Aim of the task:
Please output the listing exactly as it stands, but omit any images.

Provided entries:
####################
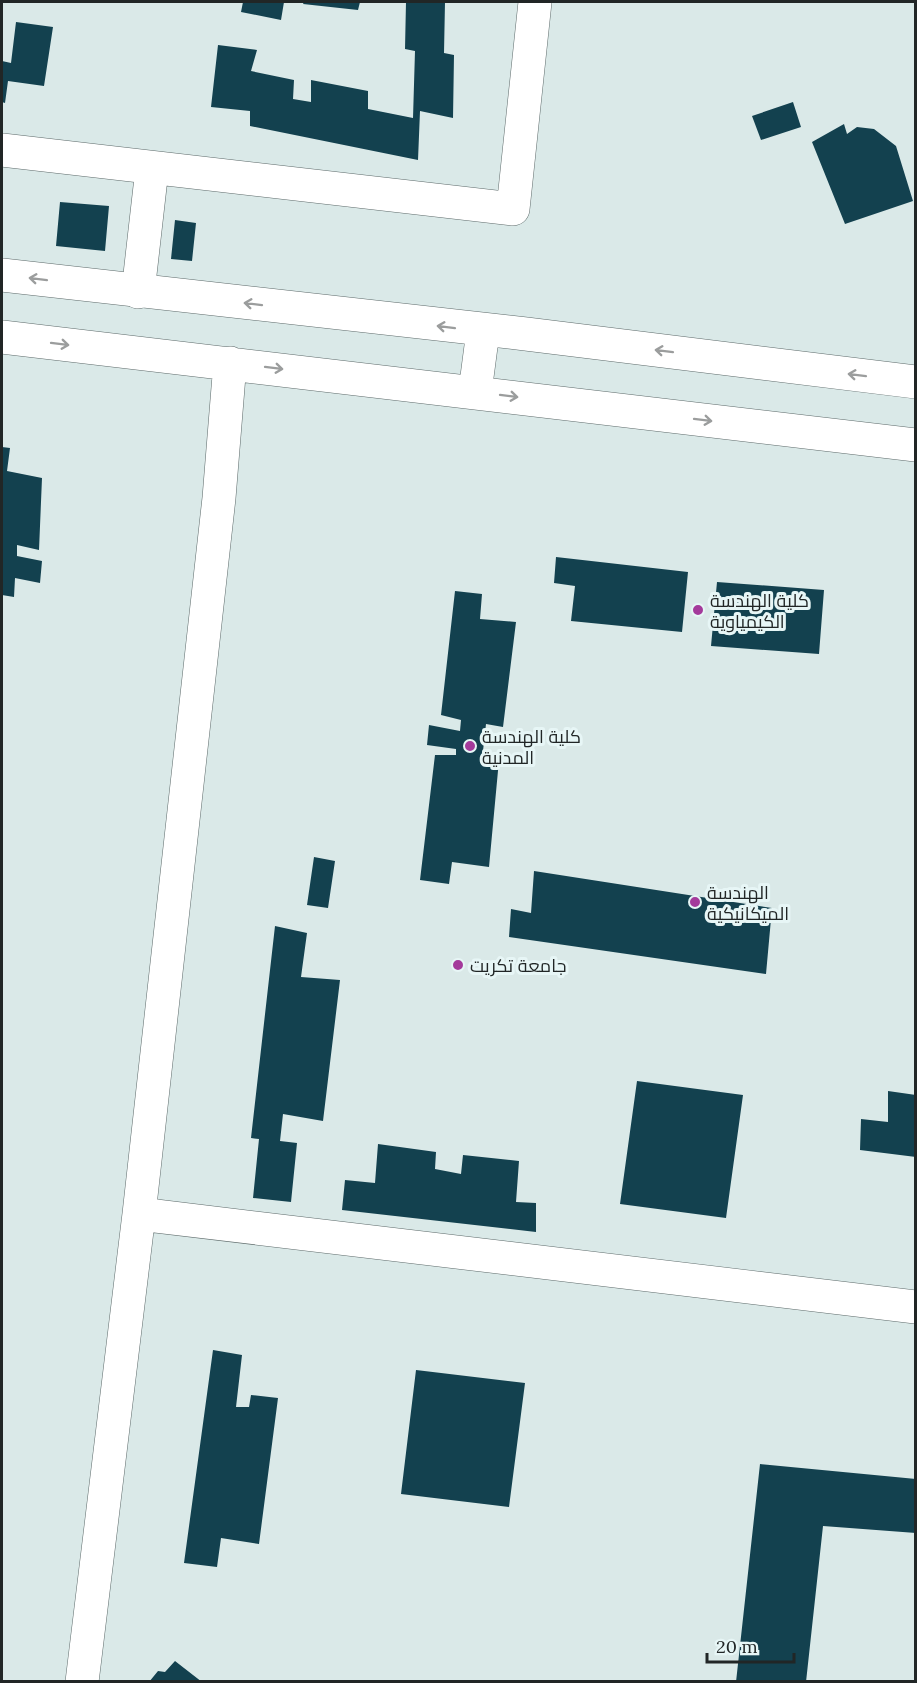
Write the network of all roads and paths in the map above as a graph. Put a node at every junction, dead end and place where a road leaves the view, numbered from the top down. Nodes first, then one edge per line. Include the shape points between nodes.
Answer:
1 (535, 2) edge
2 (2, 150) edge
3 (152, 169) junction
4 (2, 275) edge
5 (138, 292) junction
6 (483, 331) junction
7 (2, 337) edge
8 (230, 363) junction
9 (915, 382) edge
10 (475, 392) junction
11 (915, 445) edge
12 (139, 1214) junction
13 (915, 1307) edge
14 (82, 1682) edge

1 - 3 street via 513,209
2 - 3 street
3 - 5 street
5 -> 4 street
6 -> 5 street
9 -> 6 street
6 - 10 street
7 -> 8 street
8 -> 10 street
8 - 12 street via 219,498
10 -> 11 street
12 - 13 street
12 - 14 street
####################
Task output:
Write the network of all roads and paths in the map above as a graph. Put a node at every junction, dead end and place where a road leaves the view, numbered from the top down. Nodes first, then one edge per line. Include the shape points between nodes.
Answer:
1 (535, 2) edge
2 (2, 150) edge
3 (152, 169) junction
4 (2, 275) edge
5 (138, 292) junction
6 (483, 331) junction
7 (2, 337) edge
8 (230, 363) junction
9 (915, 382) edge
10 (475, 392) junction
11 (915, 445) edge
12 (139, 1214) junction
13 (915, 1307) edge
14 (82, 1682) edge

1 - 3 street via 513,209
2 - 3 street
3 - 5 street
5 -> 4 street
6 -> 5 street
9 -> 6 street
6 - 10 street
7 -> 8 street
8 -> 10 street
8 - 12 street via 219,498
10 -> 11 street
12 - 13 street
12 - 14 street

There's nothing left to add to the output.